Please consider applying this to 'net'.

Thanks,
Yuval
---
 drivers/net/ethernet/broadcom/bnx2x/bnx2x.h       |   4 +-
 drivers/net/ethernet/broadcom/bnx2x/bnx2x_main.c  |  29 ++--
 drivers/net/ethernet/broadcom/bnx2x/bnx2x_sriov.c |   4 +-
 drivers/net/ethernet/broadcom/bnx2x/bnx2x_stats.c | 164 ++++++++++------------
 drivers/net/ethernet/broadcom/bnx2x/bnx2x_stats.h |   6 +-
 5 files changed, 101 insertions(+), 106 deletions(-)

diff --git a/drivers/net/ethernet/broadcom/bnx2x/bnx2x.h b/drivers/net/ethernet/broadcom/bnx2x/bnx2x.h
index 756053c..6a69dbd 100644
--- a/drivers/net/ethernet/broadcom/bnx2x/bnx2x.h
+++ b/drivers/net/ethernet/broadcom/bnx2x/bnx2x.h
@@ -1811,7 +1811,7 @@ struct bnx2x {
 	int			stats_state;
 
 	/* used for synchronization of concurrent threads statistics handling */
-	spinlock_t		stats_lock;
+	struct semaphore	stats_lock;
 
 	/* used by dmae command loader */
 	struct dmae_command	stats_dmae;
@@ -1935,8 +1935,6 @@ struct bnx2x {
 
 	int fp_array_size;
 	u32 dump_preset_idx;
-	bool					stats_started;
-	struct semaphore			stats_sema;
 
 	u8					phys_port_id[ETH_ALEN];
 
diff --git a/drivers/net/ethernet/broadcom/bnx2x/bnx2x_main.c b/drivers/net/ethernet/broadcom/bnx2x/bnx2x_main.c
index bef750a..8267981 100644
--- a/drivers/net/ethernet/broadcom/bnx2x/bnx2x_main.c
+++ b/drivers/net/ethernet/broadcom/bnx2x/bnx2x_main.c
@@ -12038,8 +12038,7 @@ static int bnx2x_init_bp(struct bnx2x *bp)
 	mutex_init(&bp->fw_mb_mutex);
 	mutex_init(&bp->drv_info_mutex);
 	bp->drv_info_mng_owner = false;
-	spin_lock_init(&bp->stats_lock);
-	sema_init(&bp->stats_sema, 1);
+	sema_init(&bp->stats_lock, 1);
 
 	INIT_DELAYED_WORK(&bp->sp_task, bnx2x_sp_task);
 	INIT_DELAYED_WORK(&bp->sp_rtnl_task, bnx2x_sp_rtnl_task);
@@ -13668,9 +13667,13 @@ static int bnx2x_eeh_nic_unload(struct bnx2x *bp)

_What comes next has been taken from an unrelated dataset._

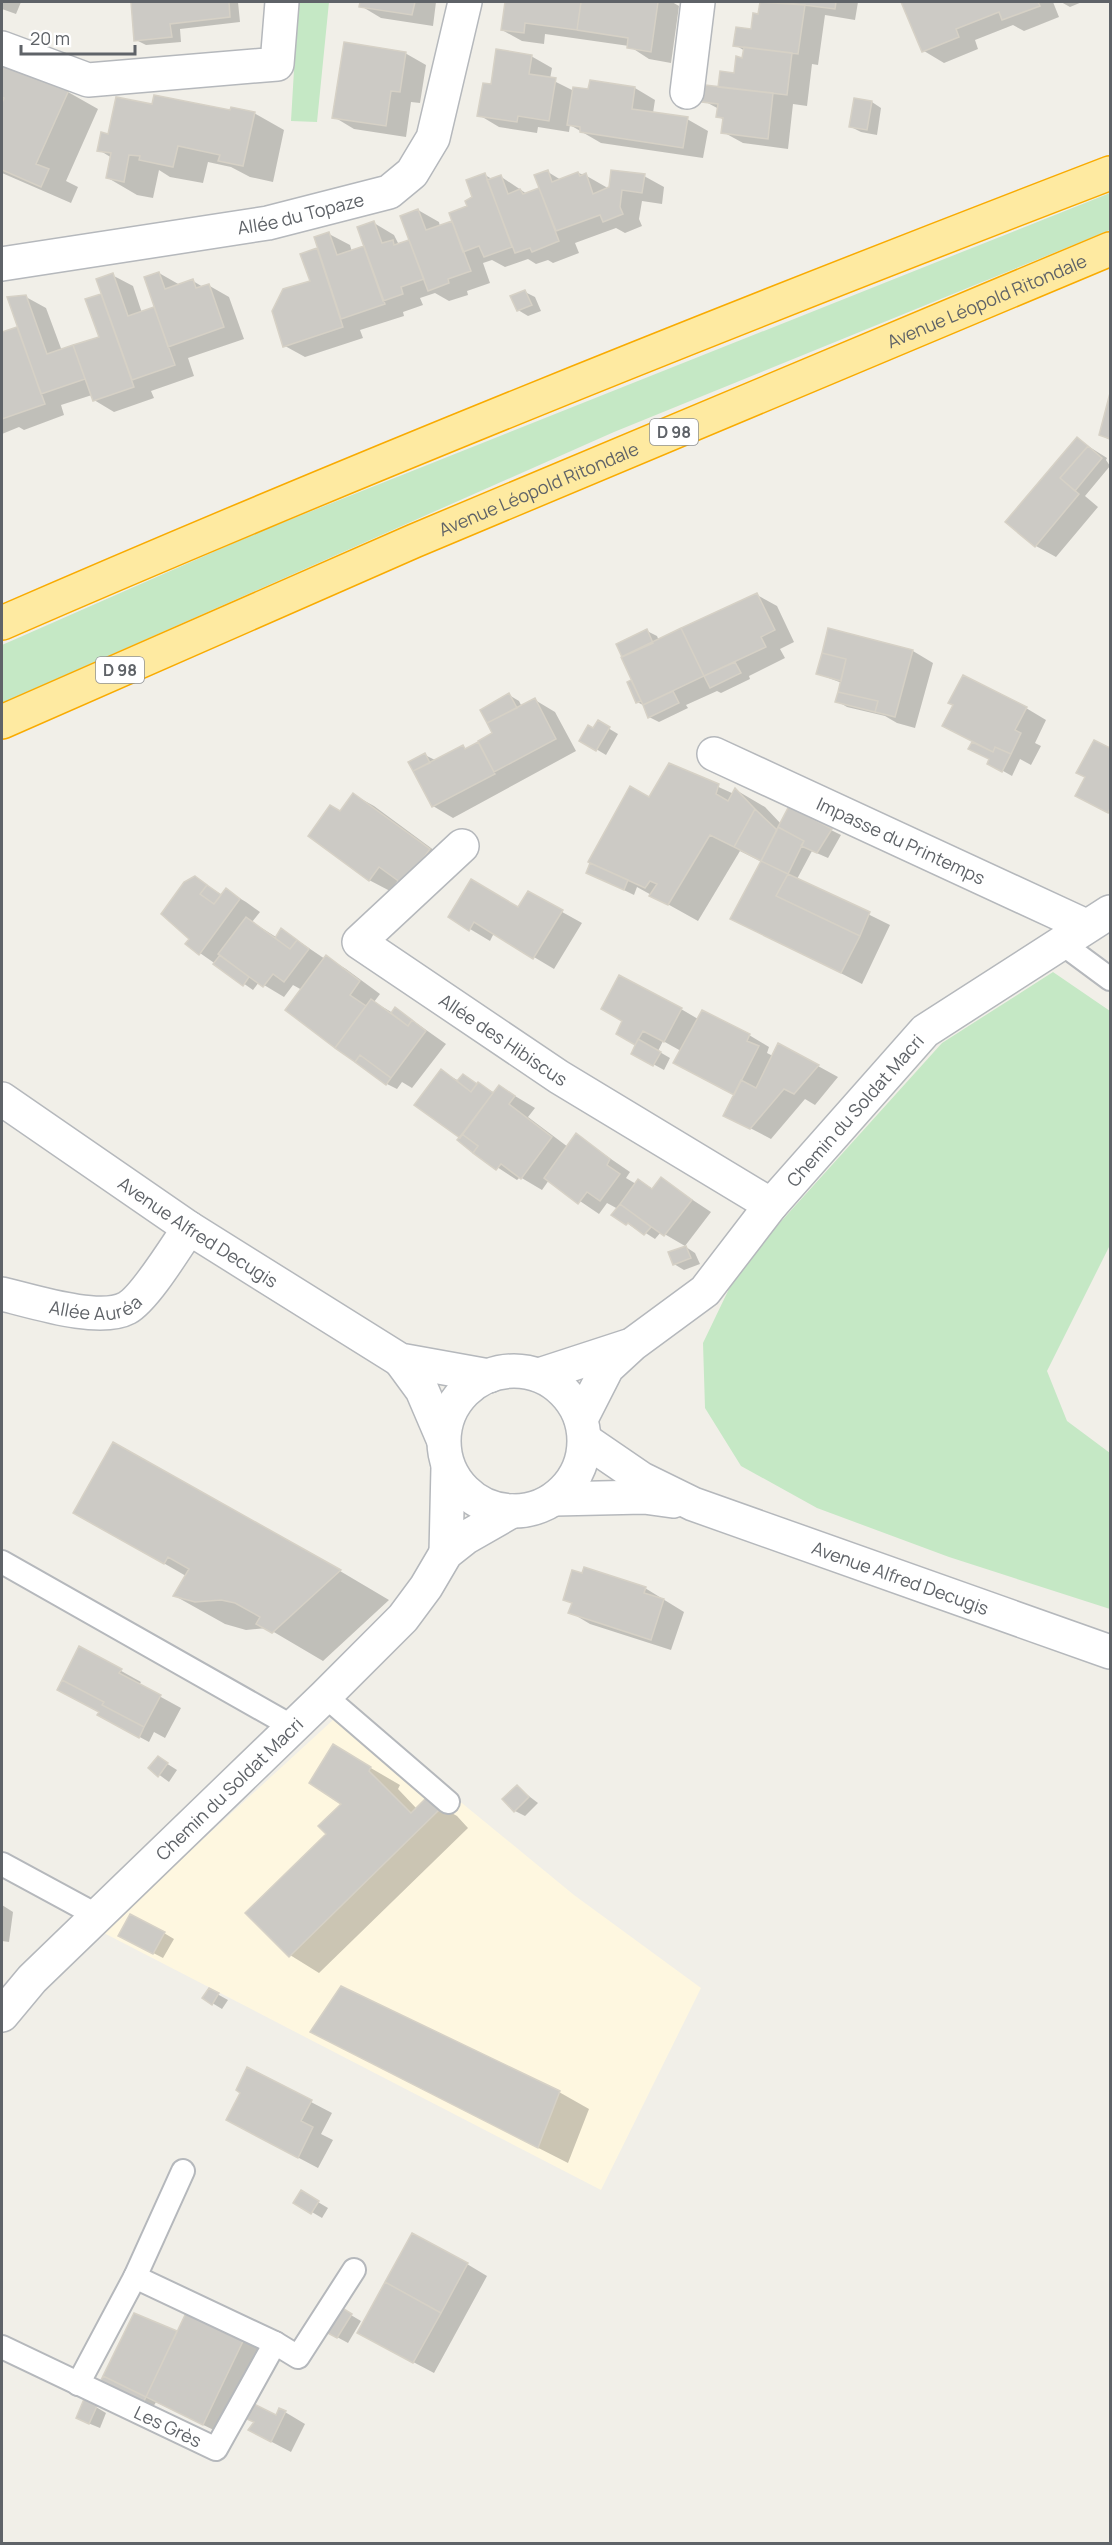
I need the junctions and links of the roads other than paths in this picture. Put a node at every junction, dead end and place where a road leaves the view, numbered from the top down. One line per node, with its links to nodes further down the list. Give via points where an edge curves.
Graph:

 	cancel_delayed_work_sync(&bp->sp_task);
 	cancel_delayed_work_sync(&bp->period_task);
 
-	spin_lock_bh(&bp->stats_lock);
+	 if (down_timeout(&bp->stats_lock, HZ / 10)) {
+		BNX2X_ERR("Unable to acquire stats lock\n");
+		return -EBUSY;
+	}
+
 	bp->stats_state = STATS_STATE_DISABLED;
-	spin_unlock_bh(&bp->stats_lock);
+	up(&bp->stats_lock);
 
 	bnx2x_save_statistics(bp);
 
@@ -13690,6 +13693,7 @@ static int bnx2x_eeh_nic_unload(struct bnx2x *bp)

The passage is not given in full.